Nel 2022 si sta assistendo ad una decisa ripresa delle denunce di malattie professionali: nei primi otto mesi dell’anno, rispetto all’omologo periodo 2021, si registra un incremento generale dell’8%. Ma questo non vale per i Disturbi psichici che, nello stesso periodo, fanno segnare un ulteriore calo di denunce del 17,5%: una situazione che appare in nettissimo contrasto con quanto emerso dalle indagini viste.   

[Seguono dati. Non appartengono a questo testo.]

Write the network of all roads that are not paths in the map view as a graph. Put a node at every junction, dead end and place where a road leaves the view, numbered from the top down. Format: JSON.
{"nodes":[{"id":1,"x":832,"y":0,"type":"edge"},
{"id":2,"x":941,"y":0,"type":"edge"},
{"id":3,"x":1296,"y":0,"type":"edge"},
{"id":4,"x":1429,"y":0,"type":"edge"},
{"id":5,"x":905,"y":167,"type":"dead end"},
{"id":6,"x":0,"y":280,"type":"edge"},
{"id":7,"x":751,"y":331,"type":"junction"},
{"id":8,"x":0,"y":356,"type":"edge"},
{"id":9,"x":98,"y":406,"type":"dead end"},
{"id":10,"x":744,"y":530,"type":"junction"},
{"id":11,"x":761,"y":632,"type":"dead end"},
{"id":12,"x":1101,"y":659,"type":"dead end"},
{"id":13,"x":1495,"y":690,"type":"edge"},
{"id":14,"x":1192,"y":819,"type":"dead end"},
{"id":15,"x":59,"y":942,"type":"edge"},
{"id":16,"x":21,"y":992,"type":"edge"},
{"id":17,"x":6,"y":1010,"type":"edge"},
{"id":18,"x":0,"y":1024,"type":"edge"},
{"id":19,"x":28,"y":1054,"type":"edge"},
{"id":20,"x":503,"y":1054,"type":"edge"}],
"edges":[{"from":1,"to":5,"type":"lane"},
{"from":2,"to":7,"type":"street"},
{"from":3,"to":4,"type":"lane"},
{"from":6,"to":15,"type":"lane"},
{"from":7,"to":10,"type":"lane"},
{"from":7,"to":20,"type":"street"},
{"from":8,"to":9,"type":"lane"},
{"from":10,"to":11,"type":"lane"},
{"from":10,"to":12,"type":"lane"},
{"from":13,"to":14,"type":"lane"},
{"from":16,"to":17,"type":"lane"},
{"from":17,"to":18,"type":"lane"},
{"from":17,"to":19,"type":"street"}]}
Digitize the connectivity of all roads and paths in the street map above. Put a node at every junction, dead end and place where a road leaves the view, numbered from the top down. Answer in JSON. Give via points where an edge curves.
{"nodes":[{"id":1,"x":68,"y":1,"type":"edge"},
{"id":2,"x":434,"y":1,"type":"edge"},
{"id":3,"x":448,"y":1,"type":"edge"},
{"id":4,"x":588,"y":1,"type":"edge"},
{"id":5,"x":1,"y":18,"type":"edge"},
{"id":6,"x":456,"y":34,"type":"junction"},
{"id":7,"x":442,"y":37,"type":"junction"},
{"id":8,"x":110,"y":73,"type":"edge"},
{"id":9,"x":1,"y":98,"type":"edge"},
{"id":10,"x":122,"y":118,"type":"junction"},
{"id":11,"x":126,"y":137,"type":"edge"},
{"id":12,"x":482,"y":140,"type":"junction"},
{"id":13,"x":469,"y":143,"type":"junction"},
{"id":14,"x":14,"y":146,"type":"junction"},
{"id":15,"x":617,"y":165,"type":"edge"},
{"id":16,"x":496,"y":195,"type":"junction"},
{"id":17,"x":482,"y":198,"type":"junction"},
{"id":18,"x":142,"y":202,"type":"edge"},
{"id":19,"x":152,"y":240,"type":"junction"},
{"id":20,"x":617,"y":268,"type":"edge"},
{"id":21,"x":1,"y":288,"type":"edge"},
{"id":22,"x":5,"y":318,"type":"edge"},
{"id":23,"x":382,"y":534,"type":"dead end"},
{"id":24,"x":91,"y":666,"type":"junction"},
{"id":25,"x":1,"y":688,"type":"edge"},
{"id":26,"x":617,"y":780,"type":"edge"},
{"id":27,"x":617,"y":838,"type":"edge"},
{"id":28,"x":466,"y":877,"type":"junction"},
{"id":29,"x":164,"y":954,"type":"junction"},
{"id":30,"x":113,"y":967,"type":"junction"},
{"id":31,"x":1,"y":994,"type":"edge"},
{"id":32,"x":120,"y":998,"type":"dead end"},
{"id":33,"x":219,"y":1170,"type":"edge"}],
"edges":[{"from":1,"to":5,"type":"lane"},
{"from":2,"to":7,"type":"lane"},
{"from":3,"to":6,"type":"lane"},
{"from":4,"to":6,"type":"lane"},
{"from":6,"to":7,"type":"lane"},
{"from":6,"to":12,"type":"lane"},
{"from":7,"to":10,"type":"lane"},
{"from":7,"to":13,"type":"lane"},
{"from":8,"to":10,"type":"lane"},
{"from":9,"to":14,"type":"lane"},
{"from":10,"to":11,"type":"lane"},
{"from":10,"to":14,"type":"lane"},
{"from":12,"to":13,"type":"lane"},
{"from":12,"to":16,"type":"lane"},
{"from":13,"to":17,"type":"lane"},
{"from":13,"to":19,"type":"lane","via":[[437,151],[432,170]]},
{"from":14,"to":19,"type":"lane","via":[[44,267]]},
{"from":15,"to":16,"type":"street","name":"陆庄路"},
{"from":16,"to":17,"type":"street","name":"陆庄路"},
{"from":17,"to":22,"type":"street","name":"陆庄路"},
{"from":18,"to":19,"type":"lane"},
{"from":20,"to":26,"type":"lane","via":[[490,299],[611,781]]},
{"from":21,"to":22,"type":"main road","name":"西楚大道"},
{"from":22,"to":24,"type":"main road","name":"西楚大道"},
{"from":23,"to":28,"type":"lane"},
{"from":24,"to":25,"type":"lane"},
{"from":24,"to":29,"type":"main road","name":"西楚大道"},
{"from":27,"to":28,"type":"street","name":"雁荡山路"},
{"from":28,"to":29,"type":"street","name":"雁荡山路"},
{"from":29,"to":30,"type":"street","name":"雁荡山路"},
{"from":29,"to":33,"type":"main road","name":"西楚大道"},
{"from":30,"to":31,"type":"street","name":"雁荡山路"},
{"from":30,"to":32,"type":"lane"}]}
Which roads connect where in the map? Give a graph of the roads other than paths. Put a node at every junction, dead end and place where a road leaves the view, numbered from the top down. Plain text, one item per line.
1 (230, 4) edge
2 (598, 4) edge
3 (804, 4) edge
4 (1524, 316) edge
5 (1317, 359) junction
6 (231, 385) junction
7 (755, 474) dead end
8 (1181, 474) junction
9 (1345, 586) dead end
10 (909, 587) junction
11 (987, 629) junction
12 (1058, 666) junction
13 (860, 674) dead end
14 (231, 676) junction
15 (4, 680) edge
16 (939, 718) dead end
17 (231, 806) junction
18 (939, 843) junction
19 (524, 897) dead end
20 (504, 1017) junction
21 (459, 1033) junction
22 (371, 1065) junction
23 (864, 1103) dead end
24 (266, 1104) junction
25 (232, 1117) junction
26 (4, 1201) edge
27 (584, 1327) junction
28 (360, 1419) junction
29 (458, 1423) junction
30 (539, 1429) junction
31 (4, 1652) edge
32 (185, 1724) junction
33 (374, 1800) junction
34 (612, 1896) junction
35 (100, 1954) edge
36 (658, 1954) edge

È evidente, pertanto, che ci sono grossi problemi nella effettiva emersione del fenomeno che creano danni soprattutto in termini di tutela non solo economica, ma anche in termini di  sostegno e di riabilitazione psicofisica  che INAIL garantisce ai propri assicurati. Si riscontra, dunque, un notevole gap nel rapporto “domanda-offerta” causato, molto probabilmente, dalla sottovalutazione della patologia da parte del lavoratore e dalla sua scarsa consapevolezza sia della potenziale gravità dei disturbi che possono apparire inizialmente anche poco rilevanti, sia dei propri diritti in termini di tutela assicurativa. Dall’altra parte, c’è sicuramente una carenza di informazione sui rischi da stress lavorativo da parte sia della parte datoriale ma, soprattutto, dalle parti sociali e dalle organizzazioni impegnate nella tutela della salute e della sicurezza nei luoghi di lavoro.